▶ _What is required_
Every line in the data below that includes "dead" belongs in the answer, copied as it stands.

(Source records)
Content starts

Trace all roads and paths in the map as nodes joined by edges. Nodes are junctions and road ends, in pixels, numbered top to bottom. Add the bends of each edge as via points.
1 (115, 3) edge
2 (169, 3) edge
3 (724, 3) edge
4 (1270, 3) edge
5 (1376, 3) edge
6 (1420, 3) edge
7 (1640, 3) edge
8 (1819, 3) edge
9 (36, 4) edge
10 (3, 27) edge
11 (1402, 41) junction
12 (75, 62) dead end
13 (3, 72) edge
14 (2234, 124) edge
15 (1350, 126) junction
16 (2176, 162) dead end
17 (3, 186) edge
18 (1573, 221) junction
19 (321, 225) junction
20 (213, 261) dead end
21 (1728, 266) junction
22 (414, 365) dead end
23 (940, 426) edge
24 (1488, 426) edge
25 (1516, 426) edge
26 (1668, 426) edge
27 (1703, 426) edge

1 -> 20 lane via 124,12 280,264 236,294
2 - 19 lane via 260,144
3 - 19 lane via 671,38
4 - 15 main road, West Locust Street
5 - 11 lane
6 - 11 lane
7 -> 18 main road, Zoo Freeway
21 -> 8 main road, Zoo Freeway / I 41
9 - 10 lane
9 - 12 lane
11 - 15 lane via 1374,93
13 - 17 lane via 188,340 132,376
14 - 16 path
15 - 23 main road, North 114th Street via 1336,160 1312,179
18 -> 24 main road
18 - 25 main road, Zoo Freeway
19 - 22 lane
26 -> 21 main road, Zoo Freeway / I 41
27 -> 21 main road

Content ends

▶ _Solution for this problem_
12 (75, 62) dead end
16 (2176, 162) dead end
20 (213, 261) dead end
22 (414, 365) dead end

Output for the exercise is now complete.